## Task description
Write the listing out once more, identical to the original but without pictures.

## Exercise materials
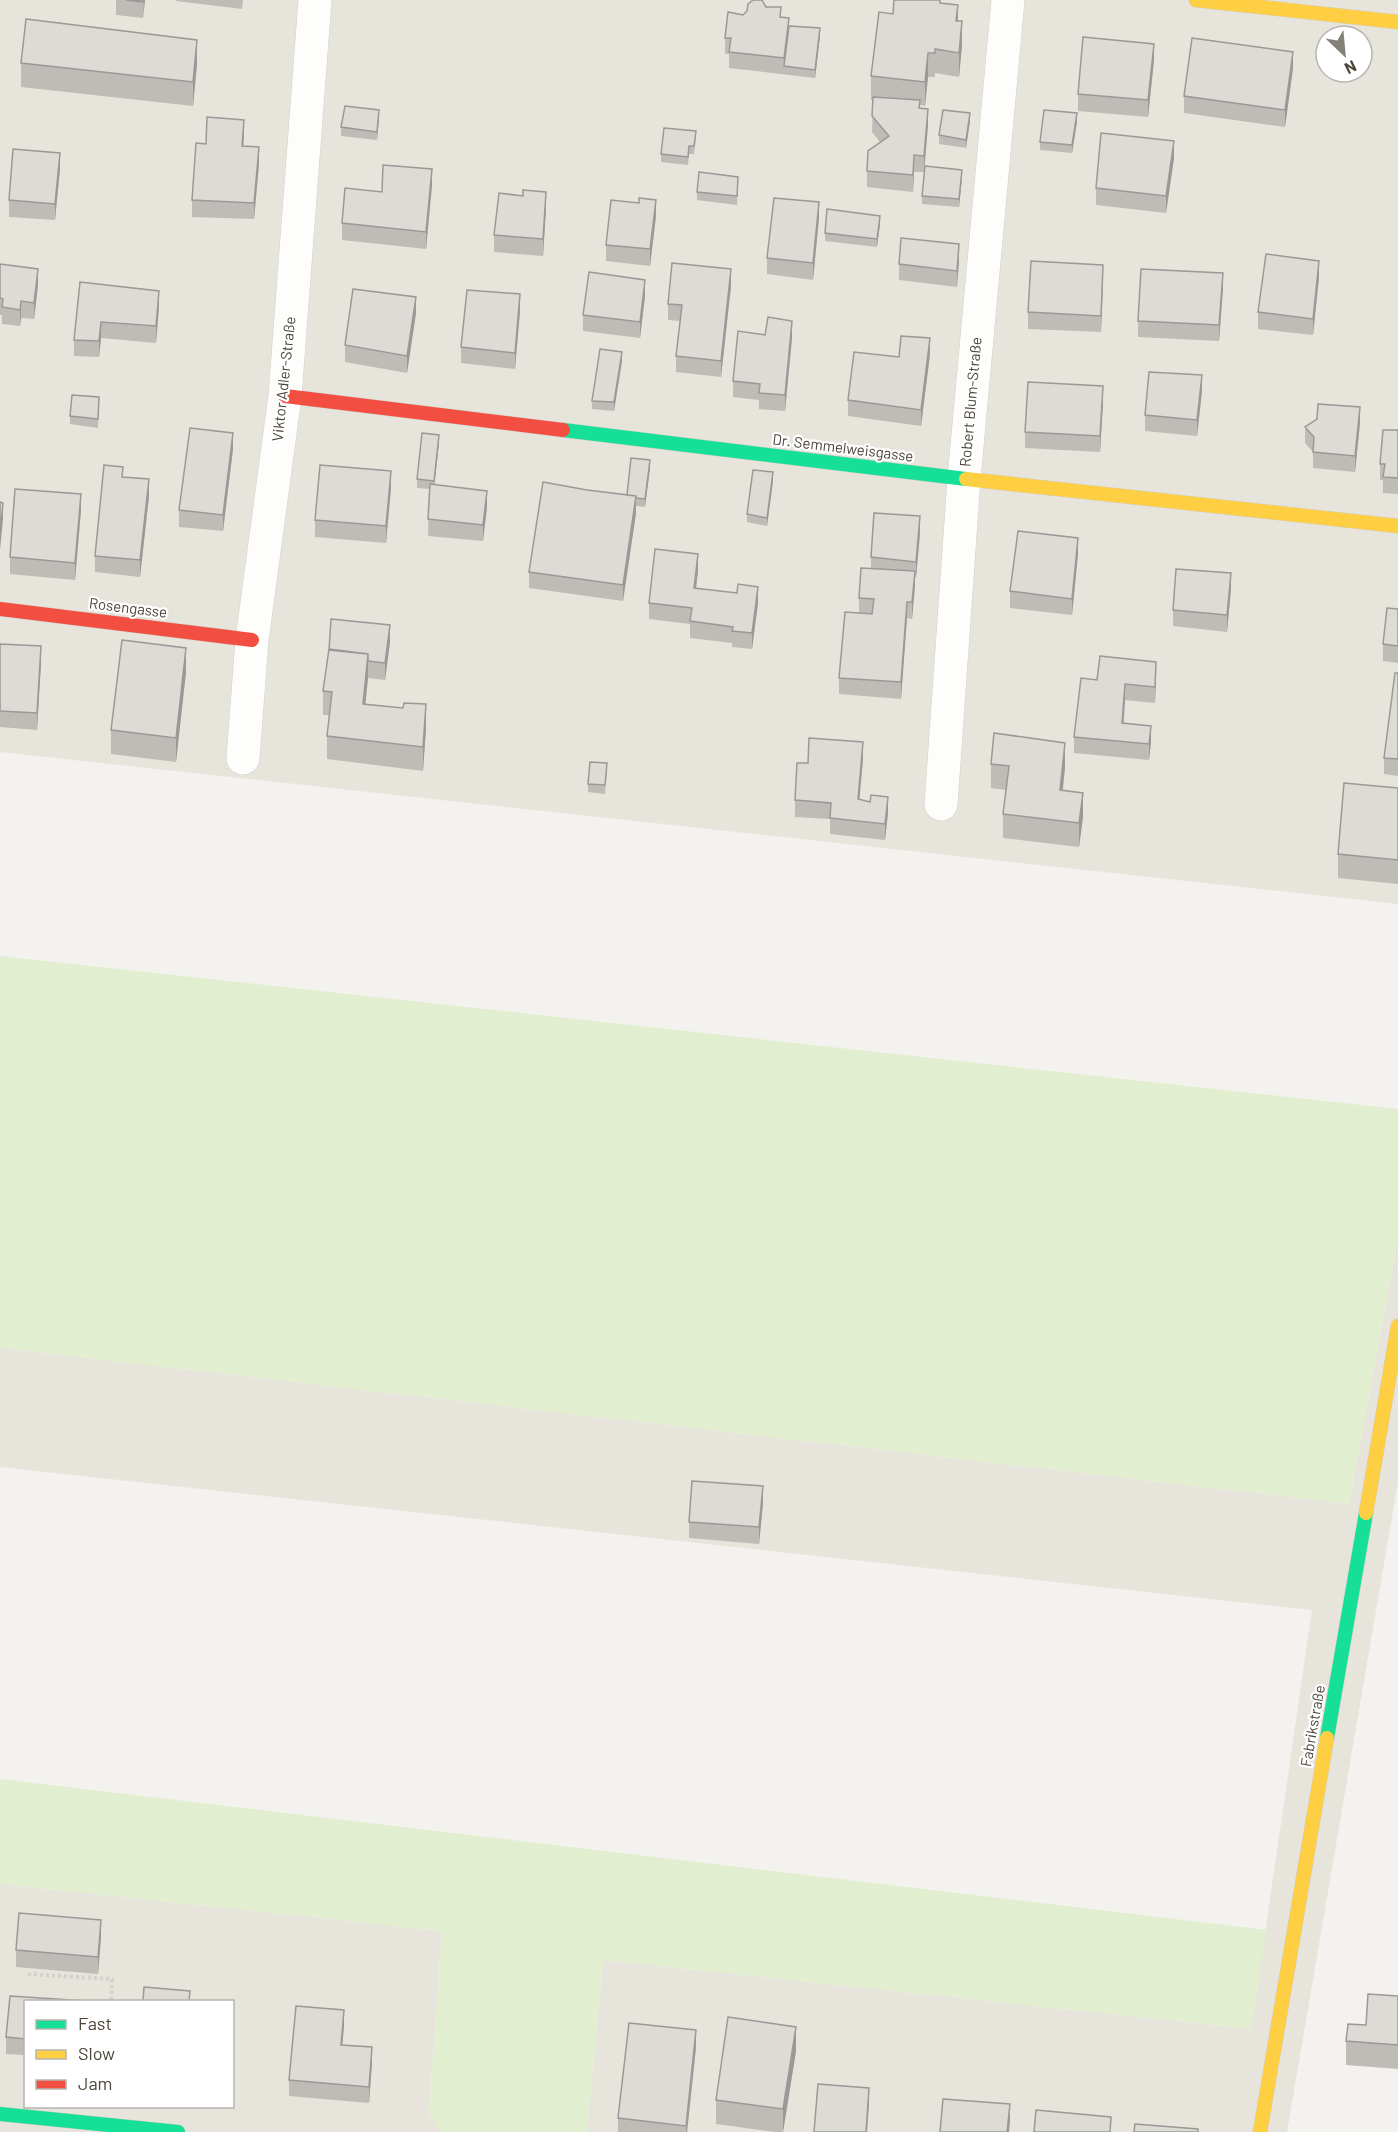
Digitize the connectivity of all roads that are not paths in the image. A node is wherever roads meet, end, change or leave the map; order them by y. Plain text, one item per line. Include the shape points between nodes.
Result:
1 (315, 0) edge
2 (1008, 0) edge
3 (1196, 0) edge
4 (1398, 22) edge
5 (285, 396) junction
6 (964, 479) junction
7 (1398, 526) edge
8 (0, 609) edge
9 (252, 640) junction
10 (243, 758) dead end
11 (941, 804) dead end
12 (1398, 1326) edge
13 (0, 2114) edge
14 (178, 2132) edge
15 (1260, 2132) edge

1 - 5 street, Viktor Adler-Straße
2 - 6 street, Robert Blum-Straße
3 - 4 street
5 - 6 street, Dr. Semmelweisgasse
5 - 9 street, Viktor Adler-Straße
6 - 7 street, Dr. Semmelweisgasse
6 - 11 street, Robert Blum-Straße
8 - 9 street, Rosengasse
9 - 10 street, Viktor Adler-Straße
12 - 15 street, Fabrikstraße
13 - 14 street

## Written answer
Digitize the connectivity of all roads that are not paths in the image. A node is wherever roads meet, end, change or leave the map; order them by y. Plain text, one item per line. Include the shape points between nodes.
Result:
1 (315, 0) edge
2 (1008, 0) edge
3 (1196, 0) edge
4 (1398, 22) edge
5 (285, 396) junction
6 (964, 479) junction
7 (1398, 526) edge
8 (0, 609) edge
9 (252, 640) junction
10 (243, 758) dead end
11 (941, 804) dead end
12 (1398, 1326) edge
13 (0, 2114) edge
14 (178, 2132) edge
15 (1260, 2132) edge

1 - 5 street, Viktor Adler-Straße
2 - 6 street, Robert Blum-Straße
3 - 4 street
5 - 6 street, Dr. Semmelweisgasse
5 - 9 street, Viktor Adler-Straße
6 - 7 street, Dr. Semmelweisgasse
6 - 11 street, Robert Blum-Straße
8 - 9 street, Rosengasse
9 - 10 street, Viktor Adler-Straße
12 - 15 street, Fabrikstraße
13 - 14 street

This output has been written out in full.